Activity:
The reply should contain each record below, returned exactly as given.

(Collected data entries)
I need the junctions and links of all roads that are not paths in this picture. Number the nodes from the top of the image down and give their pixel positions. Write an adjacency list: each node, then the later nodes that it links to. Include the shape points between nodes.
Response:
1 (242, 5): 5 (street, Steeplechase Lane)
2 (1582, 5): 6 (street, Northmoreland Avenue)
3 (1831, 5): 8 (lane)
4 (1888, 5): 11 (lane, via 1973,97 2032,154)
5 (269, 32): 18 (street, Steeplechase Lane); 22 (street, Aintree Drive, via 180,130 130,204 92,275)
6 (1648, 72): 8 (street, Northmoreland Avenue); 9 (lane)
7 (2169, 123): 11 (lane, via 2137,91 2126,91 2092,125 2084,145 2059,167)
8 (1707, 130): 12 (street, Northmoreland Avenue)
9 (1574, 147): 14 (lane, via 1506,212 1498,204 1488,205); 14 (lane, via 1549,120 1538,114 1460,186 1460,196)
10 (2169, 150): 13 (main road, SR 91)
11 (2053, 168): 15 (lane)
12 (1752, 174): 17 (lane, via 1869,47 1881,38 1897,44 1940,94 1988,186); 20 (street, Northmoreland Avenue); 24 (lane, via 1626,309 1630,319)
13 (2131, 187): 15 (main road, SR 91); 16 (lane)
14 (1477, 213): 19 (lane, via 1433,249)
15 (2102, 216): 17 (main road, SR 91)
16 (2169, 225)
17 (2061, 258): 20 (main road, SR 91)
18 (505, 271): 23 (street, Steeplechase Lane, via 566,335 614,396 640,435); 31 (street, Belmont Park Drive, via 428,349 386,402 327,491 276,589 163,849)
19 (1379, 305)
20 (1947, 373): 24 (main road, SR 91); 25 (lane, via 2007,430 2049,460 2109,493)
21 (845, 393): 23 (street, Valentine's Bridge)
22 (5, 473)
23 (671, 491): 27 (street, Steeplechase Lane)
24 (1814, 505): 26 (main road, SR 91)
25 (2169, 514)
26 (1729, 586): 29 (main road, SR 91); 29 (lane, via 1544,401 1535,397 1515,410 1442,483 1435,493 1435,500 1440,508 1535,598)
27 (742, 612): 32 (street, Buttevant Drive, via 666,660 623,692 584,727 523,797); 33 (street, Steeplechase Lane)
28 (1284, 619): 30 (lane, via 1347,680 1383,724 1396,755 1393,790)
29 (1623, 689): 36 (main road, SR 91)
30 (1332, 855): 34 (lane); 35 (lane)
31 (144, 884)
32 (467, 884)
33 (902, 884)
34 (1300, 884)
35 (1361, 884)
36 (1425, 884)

Output for this task:
I need the junctions and links of all roads that are not paths in this picture. Number the nodes from the top of the image down and give their pixel positions. Write an adjacency list: each node, then the later nodes that it links to. Include the shape points between nodes.
Response:
1 (242, 5): 5 (street, Steeplechase Lane)
2 (1582, 5): 6 (street, Northmoreland Avenue)
3 (1831, 5): 8 (lane)
4 (1888, 5): 11 (lane, via 1973,97 2032,154)
5 (269, 32): 18 (street, Steeplechase Lane); 22 (street, Aintree Drive, via 180,130 130,204 92,275)
6 (1648, 72): 8 (street, Northmoreland Avenue); 9 (lane)
7 (2169, 123): 11 (lane, via 2137,91 2126,91 2092,125 2084,145 2059,167)
8 (1707, 130): 12 (street, Northmoreland Avenue)
9 (1574, 147): 14 (lane, via 1506,212 1498,204 1488,205); 14 (lane, via 1549,120 1538,114 1460,186 1460,196)
10 (2169, 150): 13 (main road, SR 91)
11 (2053, 168): 15 (lane)
12 (1752, 174): 17 (lane, via 1869,47 1881,38 1897,44 1940,94 1988,186); 20 (street, Northmoreland Avenue); 24 (lane, via 1626,309 1630,319)
13 (2131, 187): 15 (main road, SR 91); 16 (lane)
14 (1477, 213): 19 (lane, via 1433,249)
15 (2102, 216): 17 (main road, SR 91)
16 (2169, 225)
17 (2061, 258): 20 (main road, SR 91)
18 (505, 271): 23 (street, Steeplechase Lane, via 566,335 614,396 640,435); 31 (street, Belmont Park Drive, via 428,349 386,402 327,491 276,589 163,849)
19 (1379, 305)
20 (1947, 373): 24 (main road, SR 91); 25 (lane, via 2007,430 2049,460 2109,493)
21 (845, 393): 23 (street, Valentine's Bridge)
22 (5, 473)
23 (671, 491): 27 (street, Steeplechase Lane)
24 (1814, 505): 26 (main road, SR 91)
25 (2169, 514)
26 (1729, 586): 29 (main road, SR 91); 29 (lane, via 1544,401 1535,397 1515,410 1442,483 1435,493 1435,500 1440,508 1535,598)
27 (742, 612): 32 (street, Buttevant Drive, via 666,660 623,692 584,727 523,797); 33 (street, Steeplechase Lane)
28 (1284, 619): 30 (lane, via 1347,680 1383,724 1396,755 1393,790)
29 (1623, 689): 36 (main road, SR 91)
30 (1332, 855): 34 (lane); 35 (lane)
31 (144, 884)
32 (467, 884)
33 (902, 884)
34 (1300, 884)
35 (1361, 884)
36 (1425, 884)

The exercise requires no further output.